After groups were split, CON rats remained on the HFD ad libitum as age‐matched untreated controls. WL rats were switched to an energy restricted provision of a medium‐fat diet (MFD; 25% kcal fat, Research Diets D07091301). We switched to a MFD for the WL rats based on the intent to better replicate the human condition, as weight loss in humans often includes some modification of fat intake. Each WL rat was provided a progression of calorie restriction from ~75% to ~55% of the calories eaten ad libitum to induce a 15% weight loss over 2 weeks. WL rats were then kept in energy balance at the reduced weight for 8 weeks by providing a limited portion of MFD just prior to the start of the dark cycle. Rats were ovariectomized (OVX) using a dorsal entry under isofluorane anesthesia (Park et al. 2010). To determine the effect of obesity on OVX‐induced changes in total and resting energy expenditure (TEE, REE) and spontaneous physical activity (SPA) prior to refeeding, WL rats were temporarily provided a calorically limited (postOVX‐CL) amount of MFD, whereas CON received ad libitum HFD during the 3–7 days of post‐OVX recovery and then for three additional days while they were in the metabolic monitoring system (described below). The postOVX‐CL provisions were based on anticipated calories needed to maintain energy balance, which was initially the same as their preOVX intake.
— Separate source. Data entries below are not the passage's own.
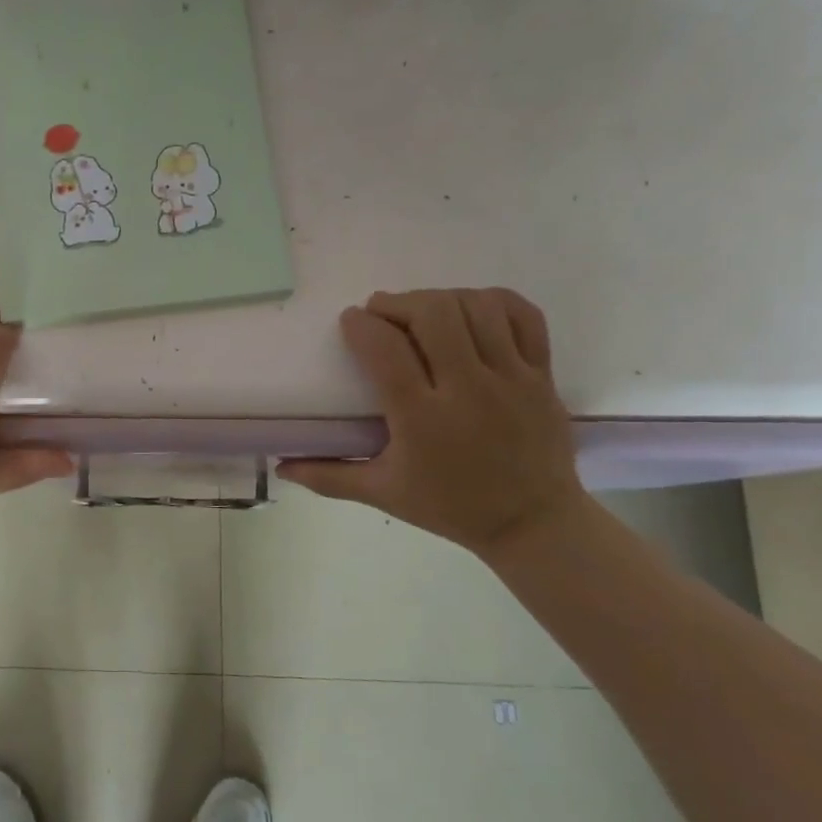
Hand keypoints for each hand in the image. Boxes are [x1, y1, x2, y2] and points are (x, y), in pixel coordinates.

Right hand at [278, 289, 586, 558]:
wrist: (532, 523)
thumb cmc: (450, 507)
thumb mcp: (382, 493)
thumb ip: (328, 477)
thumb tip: (280, 466)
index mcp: (422, 418)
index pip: (385, 349)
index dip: (362, 325)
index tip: (351, 321)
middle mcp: (468, 389)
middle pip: (434, 314)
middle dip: (399, 302)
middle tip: (382, 311)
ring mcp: (511, 378)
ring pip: (476, 307)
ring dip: (441, 298)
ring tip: (423, 310)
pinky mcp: (542, 375)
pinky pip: (523, 316)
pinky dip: (493, 301)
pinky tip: (471, 309)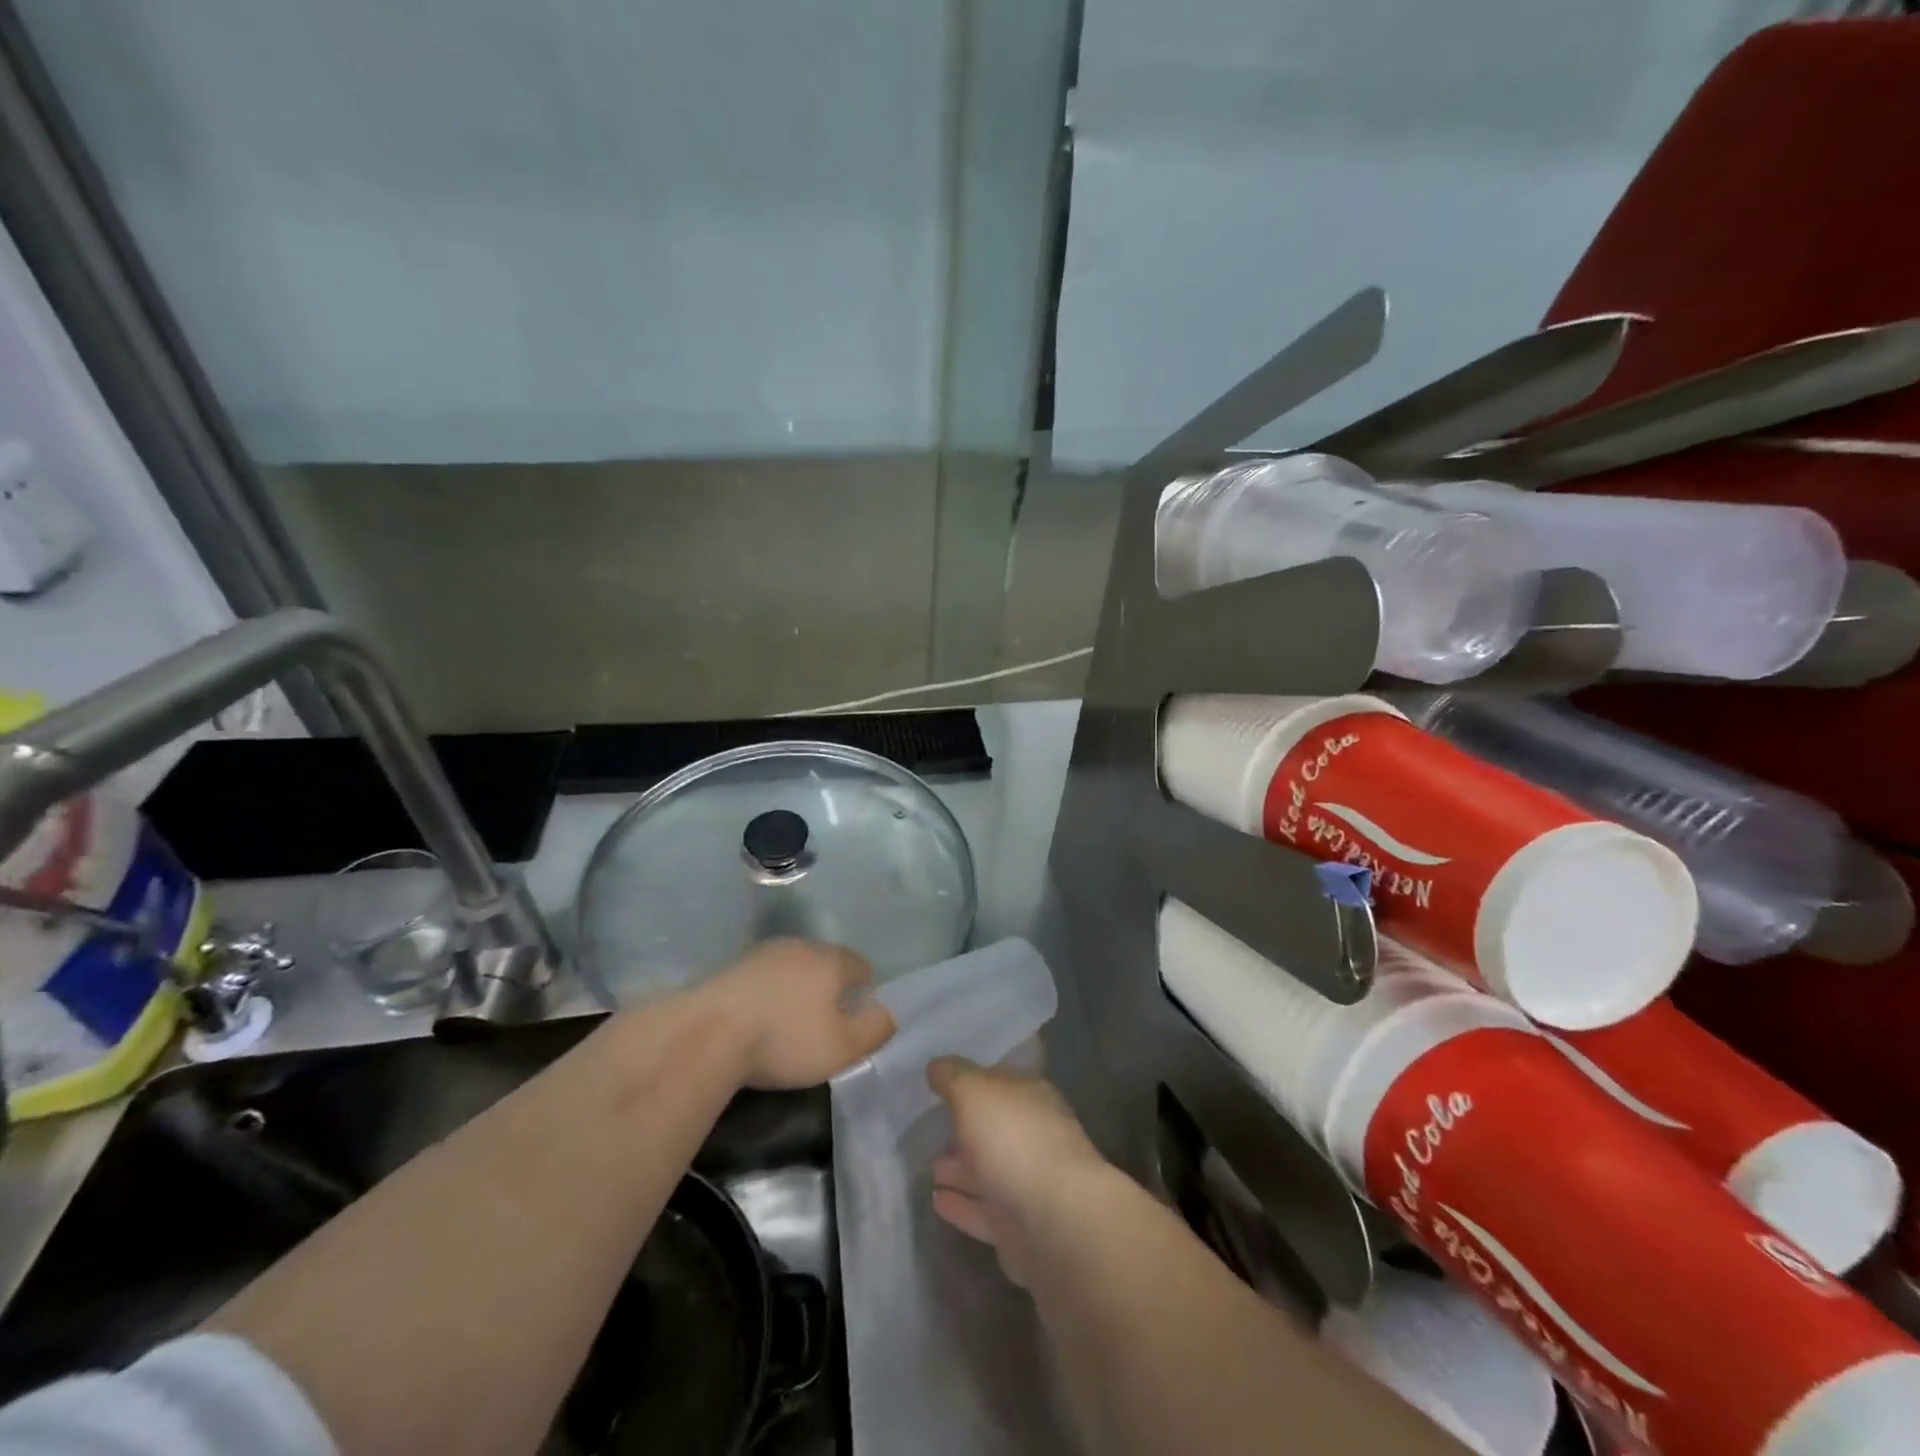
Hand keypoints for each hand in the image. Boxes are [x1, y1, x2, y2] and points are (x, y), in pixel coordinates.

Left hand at [695, 938, 895, 1089]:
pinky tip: (760, 1016)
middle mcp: (801, 946)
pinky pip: (764, 977)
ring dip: (797, 986)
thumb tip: (887, 1012)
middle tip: (826, 1018)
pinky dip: (769, 992)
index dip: (864, 989)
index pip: (860, 965)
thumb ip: (874, 1029)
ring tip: (791, 1018)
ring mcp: (763, 953)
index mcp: (832, 960)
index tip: (857, 1014)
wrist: (708, 1033)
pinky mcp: (733, 967)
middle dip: (830, 985)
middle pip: (826, 961)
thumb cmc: (785, 1040)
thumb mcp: (842, 1048)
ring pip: (793, 966)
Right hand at [927, 1056, 1111, 1286]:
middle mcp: (1034, 1135)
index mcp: (1032, 1097)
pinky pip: (983, 1210)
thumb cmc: (1014, 1140)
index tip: (944, 1082)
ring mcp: (1029, 1184)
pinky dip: (962, 1205)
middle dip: (966, 1127)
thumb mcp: (974, 1091)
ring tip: (929, 1166)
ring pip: (989, 1170)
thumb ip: (953, 1076)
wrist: (1056, 1223)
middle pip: (995, 1127)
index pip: (1001, 1080)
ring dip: (960, 1168)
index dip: (974, 1078)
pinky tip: (936, 1201)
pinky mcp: (1020, 1229)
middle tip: (931, 1127)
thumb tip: (936, 1066)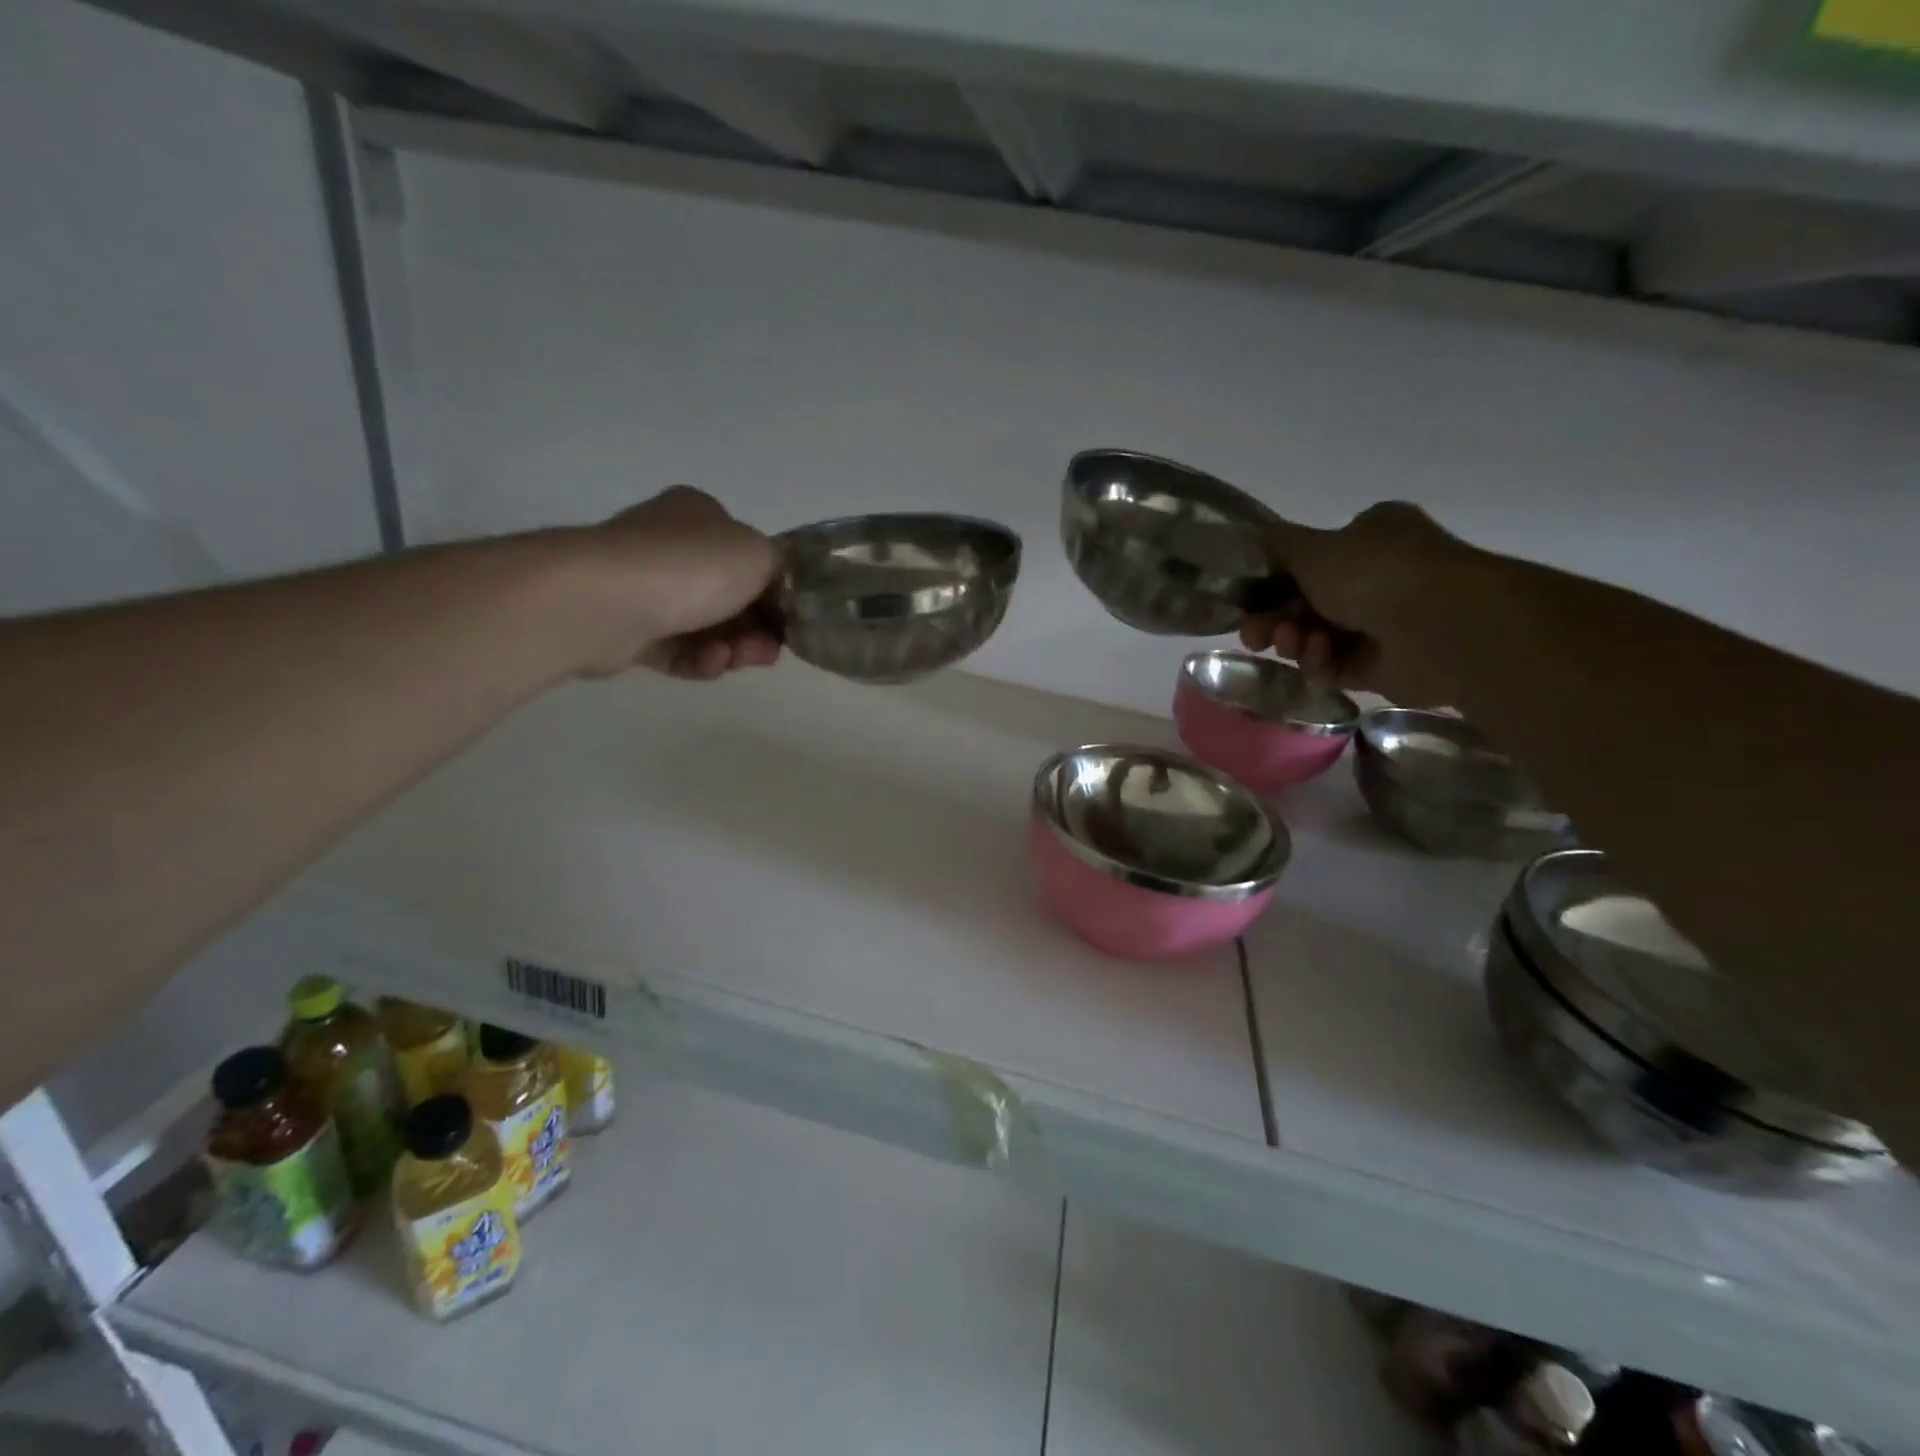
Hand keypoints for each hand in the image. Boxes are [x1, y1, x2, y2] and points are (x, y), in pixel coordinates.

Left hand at [572, 486, 781, 679]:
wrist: (607, 601)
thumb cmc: (691, 566)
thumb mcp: (759, 554)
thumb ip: (780, 569)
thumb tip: (777, 587)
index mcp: (699, 515)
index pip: (748, 554)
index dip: (775, 591)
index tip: (790, 621)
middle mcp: (669, 546)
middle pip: (731, 596)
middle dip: (756, 629)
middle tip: (769, 651)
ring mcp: (645, 588)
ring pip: (706, 627)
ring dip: (732, 648)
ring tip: (736, 660)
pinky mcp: (628, 630)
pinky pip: (677, 650)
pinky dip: (699, 660)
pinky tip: (709, 665)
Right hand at [1238, 502, 1461, 702]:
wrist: (1440, 624)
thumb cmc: (1374, 572)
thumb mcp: (1312, 547)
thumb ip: (1276, 546)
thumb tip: (1250, 540)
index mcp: (1370, 537)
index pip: (1311, 560)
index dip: (1272, 582)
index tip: (1246, 601)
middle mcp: (1380, 576)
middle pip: (1307, 602)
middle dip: (1275, 618)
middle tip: (1251, 635)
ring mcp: (1384, 623)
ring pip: (1317, 635)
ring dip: (1294, 639)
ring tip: (1286, 643)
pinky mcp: (1383, 666)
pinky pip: (1337, 664)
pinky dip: (1321, 659)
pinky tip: (1319, 653)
Adjustments to the food allotment were made if a 2–3 days trend of weight loss or gain occurred. After 3 days of metabolic monitoring, animals were allowed to eat ad libitum on their respective diets for the remainder of the study. Rats were euthanized by exsanguination under anesthesia once their weight plateaued, which occurred 9–11 weeks postOVX.
Body composition
Fat mass and fat free mass were measured using quantitative MR (qMR; EchoMRI, Houston, TX) at three time points: (1) before the initiation of weight loss, (2) prior to OVX, and (3) on the end of study.
Metabolic monitoring
Energy intake (EI), SPA, TEE, and REE were measured in metabolic monitoring systems with indirect calorimetry (Oxymax CLAMS‐8M; Columbus Instruments, Columbus, OH). Each metabolic cage was equipped with an animal activity meter (Opto‐Max, Columbus Instruments, Columbus, OH), which allows for determination of total, ambulatory, and nonambulatory activity by monitoring the number of beam breaks within a one‐dimensional series of infrared beams. Activity was monitored continuously for 24 h. Metabolic monitoring was performed during the following conditions. Within 1 week of OVX, we performed daily vaginal lavages 4–5 h prior to the start of the dark cycle to determine the timing of the estrus phase within the estrous cycle to time the start of metabolic monitoring. If we detected the estrus phase via lavage, we skipped a day before performing a subsequent lavage. Metabolic monitoring began while rats were in the proestrus phase to allow the rats to go into estrus at a predictable time during monitoring. PreOVX monitoring lasted for 4 days. After recovery from OVX surgery (3–7 days), rats were monitored in the calorimeters for 3 days while on calorically limited (CL) provisions, plus 3 days of ad libitum (AL) refeeding. Finally, rats were monitored for 4 days during ad libitum feeding within a week of euthanasia (~9–11 weeks postOVX). The first day of preOVX and preSac monitoring were not included in analyses, as they were acclimation days. Metabolic rate (MR) was calculated from gas exchange measurements acquired every 14 min using the Weir (1949) equation: MR = 3.941 × VO2 + 1.106 × VCO2 − 2.17 × N, where N is urinary nitrogen. MR was averaged and extrapolated over 24 h to estimate TEE. Because of the ad libitum feeding patterns, REE was determined by taking the mean of the 3 lowest EE measurements during the light cycle. Energy balance (EB) was calculated as the difference between EI and TEE. Metabolic data were derived as mean values from 3 days in preOVX, 1–3 days in postOVX‐CL, 1–3 days in postOVX‐AL, and 1–3 days in preSac‐AL.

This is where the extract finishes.